The website Understanding Science provides a handy checklist of science characteristics. Science is:
- focused on the natural world;
- aims to explain the natural world;
- uses testable ideas;
- relies on evidence;
- involves the scientific community;
- leads to ongoing research; and
- is promoted by scientific behavior.
Taken together, these characteristics can be used as a litmus test for science. If something—say, research into the effects of carbon compounds in the atmosphere on Earth’s climate system—meets all seven checklist items, then it’s science. If something—say, an opinion about the morality of a given climate change policy—fails to meet one (or more) of the requirements, then it’s not science. Easy. Unfortunately, however, “nonscience” is regularly mistaken for science. “Intelligent design,” for example, is often presented as a valid, scientific alternative to evolution. But “intelligent design” is not science at all, as it fails (at a minimum) checklist items 3–7. An opinion about the morality of a climate policy is not science, either, because it fails (again, at minimum) checklist item 2, since offering moral praise or condemnation is an activity distinct from offering explanations.
Anyone charged with studying for a science test knows why facts are important—science is based on them. It is a fact, for example, that carbon dioxide gas in the atmosphere traps radiant heat. And knowing that fact is crucial in forming conclusions on the basis of the available evidence about how the climate is changing. Too often, however, simple facts like these are characterized as mere opinions held by those on “one side” of a supposed debate. Framing climate science in this way undermines the facts and the integrity of scientific research.
Evidence, in the form of facts, supports theories. In common parlance, a theory is a hunch, a speculative guess. You might say, for example, “Based on the last episode, I have a theory about what will happen on Sherlock next season.” But in science, a theory is a systematic explanation for a range of natural phenomena. Evolutionary biology, climate science, and really any area of science you care to name abound in theories, because—remember (2) on the checklist?—science aims to explain the natural world, and that’s an aim fulfilled by scientific theories. But scientific theories are the opposite of hunches—indeed, well-established theories are the culminations of scientific endeavor. And yet how often have you heard someone dismiss evolution or climate change as “just a theory,” as if it were mere conjecture?

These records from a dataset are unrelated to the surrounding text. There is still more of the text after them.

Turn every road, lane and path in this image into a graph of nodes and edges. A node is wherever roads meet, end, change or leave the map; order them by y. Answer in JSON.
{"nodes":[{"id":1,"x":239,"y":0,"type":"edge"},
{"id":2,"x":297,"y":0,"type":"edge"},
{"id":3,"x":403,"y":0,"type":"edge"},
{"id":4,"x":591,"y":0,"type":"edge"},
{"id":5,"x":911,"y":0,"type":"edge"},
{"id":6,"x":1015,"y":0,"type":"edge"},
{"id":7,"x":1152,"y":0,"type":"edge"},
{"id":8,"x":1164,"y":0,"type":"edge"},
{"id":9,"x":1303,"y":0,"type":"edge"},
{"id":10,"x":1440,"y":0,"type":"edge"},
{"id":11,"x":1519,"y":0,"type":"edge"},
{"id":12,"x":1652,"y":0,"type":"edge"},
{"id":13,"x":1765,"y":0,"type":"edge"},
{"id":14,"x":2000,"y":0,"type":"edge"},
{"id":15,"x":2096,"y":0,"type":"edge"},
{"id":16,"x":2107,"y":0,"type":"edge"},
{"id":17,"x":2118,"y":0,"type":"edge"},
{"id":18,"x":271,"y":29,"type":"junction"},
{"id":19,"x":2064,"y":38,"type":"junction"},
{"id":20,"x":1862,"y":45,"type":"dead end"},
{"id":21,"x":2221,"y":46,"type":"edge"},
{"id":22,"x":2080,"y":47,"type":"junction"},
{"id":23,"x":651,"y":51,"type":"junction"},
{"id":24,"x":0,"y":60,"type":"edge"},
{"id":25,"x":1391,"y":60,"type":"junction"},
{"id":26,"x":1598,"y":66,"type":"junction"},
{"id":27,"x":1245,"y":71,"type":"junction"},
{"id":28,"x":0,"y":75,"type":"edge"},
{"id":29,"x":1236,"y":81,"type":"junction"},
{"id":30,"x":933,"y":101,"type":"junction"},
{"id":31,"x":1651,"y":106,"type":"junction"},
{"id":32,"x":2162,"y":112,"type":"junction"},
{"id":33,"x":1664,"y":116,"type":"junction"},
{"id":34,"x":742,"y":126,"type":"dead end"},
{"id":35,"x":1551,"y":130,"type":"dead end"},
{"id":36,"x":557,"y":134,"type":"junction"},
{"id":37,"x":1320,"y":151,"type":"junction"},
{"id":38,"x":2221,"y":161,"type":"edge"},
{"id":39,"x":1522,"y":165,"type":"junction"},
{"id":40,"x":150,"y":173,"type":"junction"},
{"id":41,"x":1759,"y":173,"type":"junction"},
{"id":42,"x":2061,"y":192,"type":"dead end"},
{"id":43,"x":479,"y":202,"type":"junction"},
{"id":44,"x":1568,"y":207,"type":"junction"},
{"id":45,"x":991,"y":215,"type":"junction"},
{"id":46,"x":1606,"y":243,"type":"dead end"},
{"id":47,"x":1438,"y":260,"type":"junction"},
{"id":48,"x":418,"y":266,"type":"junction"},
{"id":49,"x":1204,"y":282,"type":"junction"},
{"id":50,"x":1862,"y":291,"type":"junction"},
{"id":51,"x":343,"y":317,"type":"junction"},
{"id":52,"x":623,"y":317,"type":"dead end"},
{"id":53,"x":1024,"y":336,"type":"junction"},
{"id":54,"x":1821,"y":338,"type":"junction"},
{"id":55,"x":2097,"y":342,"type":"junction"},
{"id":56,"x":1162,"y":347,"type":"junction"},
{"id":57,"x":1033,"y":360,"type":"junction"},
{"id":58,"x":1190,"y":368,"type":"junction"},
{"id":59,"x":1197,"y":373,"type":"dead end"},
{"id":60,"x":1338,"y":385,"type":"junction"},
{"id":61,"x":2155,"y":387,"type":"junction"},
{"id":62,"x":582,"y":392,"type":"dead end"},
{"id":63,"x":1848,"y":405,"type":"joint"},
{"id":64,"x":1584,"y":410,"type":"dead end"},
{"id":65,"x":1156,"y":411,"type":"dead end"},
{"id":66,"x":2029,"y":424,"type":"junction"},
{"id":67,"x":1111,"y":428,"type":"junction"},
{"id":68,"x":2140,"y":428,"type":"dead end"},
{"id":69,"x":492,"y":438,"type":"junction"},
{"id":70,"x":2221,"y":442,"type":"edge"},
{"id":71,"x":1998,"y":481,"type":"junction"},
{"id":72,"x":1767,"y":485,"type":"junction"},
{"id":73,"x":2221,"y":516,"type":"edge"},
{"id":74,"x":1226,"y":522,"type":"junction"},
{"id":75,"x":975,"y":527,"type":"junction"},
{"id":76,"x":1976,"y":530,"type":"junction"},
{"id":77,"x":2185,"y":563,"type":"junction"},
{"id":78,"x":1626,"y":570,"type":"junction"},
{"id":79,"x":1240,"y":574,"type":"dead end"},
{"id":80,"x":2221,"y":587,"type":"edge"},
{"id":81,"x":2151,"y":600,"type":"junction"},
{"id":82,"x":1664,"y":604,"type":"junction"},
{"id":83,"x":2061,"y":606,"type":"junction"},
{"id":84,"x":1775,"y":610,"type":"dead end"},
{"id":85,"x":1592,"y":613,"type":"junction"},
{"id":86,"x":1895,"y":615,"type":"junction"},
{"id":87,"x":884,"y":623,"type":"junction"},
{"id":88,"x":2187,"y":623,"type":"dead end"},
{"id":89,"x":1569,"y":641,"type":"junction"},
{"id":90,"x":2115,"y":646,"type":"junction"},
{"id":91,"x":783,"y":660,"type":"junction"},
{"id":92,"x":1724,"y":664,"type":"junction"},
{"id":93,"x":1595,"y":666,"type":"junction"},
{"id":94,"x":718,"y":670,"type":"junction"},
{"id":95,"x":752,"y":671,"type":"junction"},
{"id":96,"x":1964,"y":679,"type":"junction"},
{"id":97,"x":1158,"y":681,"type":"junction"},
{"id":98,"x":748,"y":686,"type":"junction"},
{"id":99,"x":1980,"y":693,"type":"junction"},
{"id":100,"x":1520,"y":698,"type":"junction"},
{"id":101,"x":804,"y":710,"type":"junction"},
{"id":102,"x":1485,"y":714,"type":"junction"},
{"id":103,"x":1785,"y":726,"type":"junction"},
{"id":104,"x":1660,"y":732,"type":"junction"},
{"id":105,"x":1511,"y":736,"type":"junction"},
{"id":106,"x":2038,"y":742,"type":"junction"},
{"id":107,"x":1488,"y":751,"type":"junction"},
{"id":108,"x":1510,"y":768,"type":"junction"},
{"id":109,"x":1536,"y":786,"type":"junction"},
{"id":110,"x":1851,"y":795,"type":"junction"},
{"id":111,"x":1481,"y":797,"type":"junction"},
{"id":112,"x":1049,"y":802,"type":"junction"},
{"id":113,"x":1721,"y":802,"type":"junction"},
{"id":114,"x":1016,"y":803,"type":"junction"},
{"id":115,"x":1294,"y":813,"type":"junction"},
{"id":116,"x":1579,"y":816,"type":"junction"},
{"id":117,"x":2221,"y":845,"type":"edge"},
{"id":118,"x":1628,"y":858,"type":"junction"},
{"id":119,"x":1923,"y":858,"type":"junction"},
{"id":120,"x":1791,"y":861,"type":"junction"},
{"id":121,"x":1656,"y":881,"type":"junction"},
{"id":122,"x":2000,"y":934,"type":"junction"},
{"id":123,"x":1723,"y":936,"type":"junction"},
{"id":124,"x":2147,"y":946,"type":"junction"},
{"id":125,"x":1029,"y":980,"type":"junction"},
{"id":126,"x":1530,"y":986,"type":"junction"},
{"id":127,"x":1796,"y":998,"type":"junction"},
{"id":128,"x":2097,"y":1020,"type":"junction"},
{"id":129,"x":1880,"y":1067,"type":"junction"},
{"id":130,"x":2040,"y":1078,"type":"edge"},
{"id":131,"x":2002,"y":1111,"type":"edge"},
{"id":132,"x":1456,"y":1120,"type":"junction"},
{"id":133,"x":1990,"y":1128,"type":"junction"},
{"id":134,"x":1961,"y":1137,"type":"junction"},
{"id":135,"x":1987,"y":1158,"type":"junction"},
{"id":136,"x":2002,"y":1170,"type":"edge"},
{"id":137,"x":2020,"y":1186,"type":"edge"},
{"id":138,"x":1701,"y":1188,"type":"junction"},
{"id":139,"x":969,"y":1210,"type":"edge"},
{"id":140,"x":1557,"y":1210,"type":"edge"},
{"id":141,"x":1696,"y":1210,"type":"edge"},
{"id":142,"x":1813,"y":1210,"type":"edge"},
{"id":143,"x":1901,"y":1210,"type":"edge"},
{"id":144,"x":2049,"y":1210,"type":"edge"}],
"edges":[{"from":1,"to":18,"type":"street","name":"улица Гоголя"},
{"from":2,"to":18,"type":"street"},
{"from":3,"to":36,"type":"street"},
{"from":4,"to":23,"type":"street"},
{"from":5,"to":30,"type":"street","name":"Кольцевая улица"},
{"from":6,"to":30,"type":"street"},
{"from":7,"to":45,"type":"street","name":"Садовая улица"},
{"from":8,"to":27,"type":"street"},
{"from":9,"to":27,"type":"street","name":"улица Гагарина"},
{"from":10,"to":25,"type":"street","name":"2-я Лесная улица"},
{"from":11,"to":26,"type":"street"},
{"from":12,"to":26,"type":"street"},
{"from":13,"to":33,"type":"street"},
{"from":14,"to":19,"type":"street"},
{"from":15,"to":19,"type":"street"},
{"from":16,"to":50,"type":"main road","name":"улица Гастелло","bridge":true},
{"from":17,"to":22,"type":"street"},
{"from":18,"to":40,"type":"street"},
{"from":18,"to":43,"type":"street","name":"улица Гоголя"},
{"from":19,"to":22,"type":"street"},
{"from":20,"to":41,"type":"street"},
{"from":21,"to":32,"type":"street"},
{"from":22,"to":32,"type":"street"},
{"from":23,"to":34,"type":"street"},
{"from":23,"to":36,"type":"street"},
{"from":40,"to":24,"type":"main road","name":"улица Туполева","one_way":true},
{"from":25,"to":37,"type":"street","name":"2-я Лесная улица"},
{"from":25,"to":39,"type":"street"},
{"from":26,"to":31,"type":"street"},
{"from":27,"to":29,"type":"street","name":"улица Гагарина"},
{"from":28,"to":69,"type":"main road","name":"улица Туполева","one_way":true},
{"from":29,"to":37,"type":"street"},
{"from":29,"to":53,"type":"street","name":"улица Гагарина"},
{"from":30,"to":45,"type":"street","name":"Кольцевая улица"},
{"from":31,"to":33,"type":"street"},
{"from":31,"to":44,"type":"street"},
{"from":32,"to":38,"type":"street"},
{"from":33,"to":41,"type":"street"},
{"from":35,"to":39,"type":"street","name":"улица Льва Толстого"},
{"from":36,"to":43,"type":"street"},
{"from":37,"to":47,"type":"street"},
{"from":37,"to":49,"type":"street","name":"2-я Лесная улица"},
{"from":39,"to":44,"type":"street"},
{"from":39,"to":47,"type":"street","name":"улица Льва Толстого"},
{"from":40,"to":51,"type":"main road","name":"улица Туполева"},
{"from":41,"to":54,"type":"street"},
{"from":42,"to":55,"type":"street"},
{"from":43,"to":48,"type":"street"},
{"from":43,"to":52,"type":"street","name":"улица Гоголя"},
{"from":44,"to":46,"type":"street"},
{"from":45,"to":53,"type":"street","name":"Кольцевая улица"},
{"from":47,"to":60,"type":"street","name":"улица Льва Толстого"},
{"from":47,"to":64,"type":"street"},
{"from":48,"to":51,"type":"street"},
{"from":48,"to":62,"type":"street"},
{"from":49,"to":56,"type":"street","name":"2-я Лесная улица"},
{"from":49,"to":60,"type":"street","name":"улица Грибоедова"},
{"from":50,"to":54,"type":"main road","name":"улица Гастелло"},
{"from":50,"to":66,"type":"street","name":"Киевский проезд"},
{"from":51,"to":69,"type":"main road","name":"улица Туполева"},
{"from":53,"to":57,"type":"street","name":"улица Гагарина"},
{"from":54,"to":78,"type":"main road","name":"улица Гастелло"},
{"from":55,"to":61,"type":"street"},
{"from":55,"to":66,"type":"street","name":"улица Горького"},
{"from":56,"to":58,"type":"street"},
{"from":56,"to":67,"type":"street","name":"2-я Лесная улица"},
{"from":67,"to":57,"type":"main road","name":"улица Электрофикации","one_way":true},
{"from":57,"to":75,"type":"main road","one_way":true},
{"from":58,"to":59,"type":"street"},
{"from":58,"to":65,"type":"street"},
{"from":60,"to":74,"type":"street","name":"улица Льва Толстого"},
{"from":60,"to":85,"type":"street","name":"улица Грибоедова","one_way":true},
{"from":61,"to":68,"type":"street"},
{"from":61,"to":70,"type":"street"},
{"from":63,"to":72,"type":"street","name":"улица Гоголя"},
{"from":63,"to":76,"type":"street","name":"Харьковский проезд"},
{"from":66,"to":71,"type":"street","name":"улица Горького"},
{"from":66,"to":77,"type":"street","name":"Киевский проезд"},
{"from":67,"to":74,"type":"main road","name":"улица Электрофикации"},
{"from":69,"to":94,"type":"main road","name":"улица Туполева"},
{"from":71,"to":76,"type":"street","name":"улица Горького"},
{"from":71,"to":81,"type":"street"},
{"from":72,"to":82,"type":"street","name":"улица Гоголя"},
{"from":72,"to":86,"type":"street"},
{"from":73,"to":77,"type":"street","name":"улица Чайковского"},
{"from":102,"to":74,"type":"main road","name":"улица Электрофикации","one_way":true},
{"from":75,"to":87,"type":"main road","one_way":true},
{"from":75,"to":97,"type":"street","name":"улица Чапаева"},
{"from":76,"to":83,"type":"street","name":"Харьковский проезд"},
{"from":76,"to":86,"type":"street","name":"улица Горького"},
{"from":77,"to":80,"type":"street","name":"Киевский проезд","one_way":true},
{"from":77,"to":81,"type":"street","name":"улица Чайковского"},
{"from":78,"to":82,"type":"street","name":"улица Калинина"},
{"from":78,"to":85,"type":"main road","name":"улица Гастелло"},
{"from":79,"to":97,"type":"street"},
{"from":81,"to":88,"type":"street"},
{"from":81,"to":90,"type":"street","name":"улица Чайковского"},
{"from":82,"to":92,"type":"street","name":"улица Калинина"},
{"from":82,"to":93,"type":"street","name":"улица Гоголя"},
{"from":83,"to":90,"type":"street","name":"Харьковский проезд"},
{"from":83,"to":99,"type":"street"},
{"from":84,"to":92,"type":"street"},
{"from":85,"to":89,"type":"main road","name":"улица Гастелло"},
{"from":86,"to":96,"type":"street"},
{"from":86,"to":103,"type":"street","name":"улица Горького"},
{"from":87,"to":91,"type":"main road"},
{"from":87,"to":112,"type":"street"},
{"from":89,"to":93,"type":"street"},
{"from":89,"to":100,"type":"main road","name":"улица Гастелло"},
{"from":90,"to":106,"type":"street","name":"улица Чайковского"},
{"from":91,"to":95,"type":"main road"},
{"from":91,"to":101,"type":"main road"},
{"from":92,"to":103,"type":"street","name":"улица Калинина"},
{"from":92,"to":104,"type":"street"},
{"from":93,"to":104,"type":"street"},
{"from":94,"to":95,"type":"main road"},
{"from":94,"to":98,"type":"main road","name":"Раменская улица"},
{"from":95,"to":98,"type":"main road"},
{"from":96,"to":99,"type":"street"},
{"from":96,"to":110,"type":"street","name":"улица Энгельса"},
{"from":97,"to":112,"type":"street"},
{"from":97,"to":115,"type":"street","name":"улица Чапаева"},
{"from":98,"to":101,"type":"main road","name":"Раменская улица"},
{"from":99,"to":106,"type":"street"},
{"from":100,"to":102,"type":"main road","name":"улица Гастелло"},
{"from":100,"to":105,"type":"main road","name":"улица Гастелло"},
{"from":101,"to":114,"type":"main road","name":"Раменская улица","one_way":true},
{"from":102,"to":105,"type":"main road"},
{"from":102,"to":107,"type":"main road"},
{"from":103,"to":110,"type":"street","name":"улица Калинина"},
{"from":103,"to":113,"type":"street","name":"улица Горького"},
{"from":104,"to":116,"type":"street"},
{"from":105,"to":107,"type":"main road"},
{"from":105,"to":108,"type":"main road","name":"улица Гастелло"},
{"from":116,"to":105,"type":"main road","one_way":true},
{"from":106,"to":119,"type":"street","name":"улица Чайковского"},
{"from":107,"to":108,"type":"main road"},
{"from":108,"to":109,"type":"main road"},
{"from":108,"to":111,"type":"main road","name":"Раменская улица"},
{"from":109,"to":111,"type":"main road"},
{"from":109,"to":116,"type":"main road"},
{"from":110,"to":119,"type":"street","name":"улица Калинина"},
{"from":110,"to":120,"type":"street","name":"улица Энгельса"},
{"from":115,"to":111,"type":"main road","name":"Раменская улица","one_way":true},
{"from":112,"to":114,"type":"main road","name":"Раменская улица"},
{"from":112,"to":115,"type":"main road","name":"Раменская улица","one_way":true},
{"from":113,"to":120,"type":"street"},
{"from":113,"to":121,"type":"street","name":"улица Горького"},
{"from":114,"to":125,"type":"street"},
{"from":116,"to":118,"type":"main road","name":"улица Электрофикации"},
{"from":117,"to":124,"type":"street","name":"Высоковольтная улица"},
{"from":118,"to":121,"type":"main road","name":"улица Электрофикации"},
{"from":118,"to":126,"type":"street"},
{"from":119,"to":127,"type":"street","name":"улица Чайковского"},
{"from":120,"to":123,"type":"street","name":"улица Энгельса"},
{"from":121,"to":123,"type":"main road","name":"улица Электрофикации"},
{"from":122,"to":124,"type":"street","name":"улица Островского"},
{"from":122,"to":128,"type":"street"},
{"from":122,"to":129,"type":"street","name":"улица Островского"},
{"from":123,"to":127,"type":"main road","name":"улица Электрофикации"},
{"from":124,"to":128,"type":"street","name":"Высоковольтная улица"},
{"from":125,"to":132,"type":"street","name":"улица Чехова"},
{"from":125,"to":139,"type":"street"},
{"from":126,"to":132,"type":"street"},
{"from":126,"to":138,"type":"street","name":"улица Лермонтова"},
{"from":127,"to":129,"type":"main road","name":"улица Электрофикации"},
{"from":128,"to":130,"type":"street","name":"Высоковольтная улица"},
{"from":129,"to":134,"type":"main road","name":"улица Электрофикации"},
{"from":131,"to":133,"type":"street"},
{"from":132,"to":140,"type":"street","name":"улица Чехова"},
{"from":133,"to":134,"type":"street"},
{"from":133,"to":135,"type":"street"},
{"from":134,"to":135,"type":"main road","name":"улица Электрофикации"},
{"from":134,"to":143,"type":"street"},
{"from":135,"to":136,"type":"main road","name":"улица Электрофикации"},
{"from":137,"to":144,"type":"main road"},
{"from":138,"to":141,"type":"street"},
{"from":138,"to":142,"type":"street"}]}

In the first three months of 2017, five antiscience bills (in Oklahoma, South Dakota , Texas , Iowa , and Arkansas ) and one resolution (in Indiana ) were introduced in state legislatures. These measures are justified by their proponents as encouraging healthy scientific skepticism through the discussion of “strengths and weaknesses” of scientific theories. But although being skeptical is a hallmark of scientific thinking, measures such as these, which protect teachers from any repercussions if they introduce nonscience—like intelligent design—into their science classrooms, leave open the possibility that science literacy could be undermined, instead of promoted.
It has never been more important to push back against the persistent tide of science illiteracy, and as educators, we must see it as our duty to arm our students with the tools they need to succeed and to advance our society. Key to that is their ability to answer a one-question test: What is science? Ever the optimist, I’m determined to do all I can to ensure that they—and that all of us—can pass that test.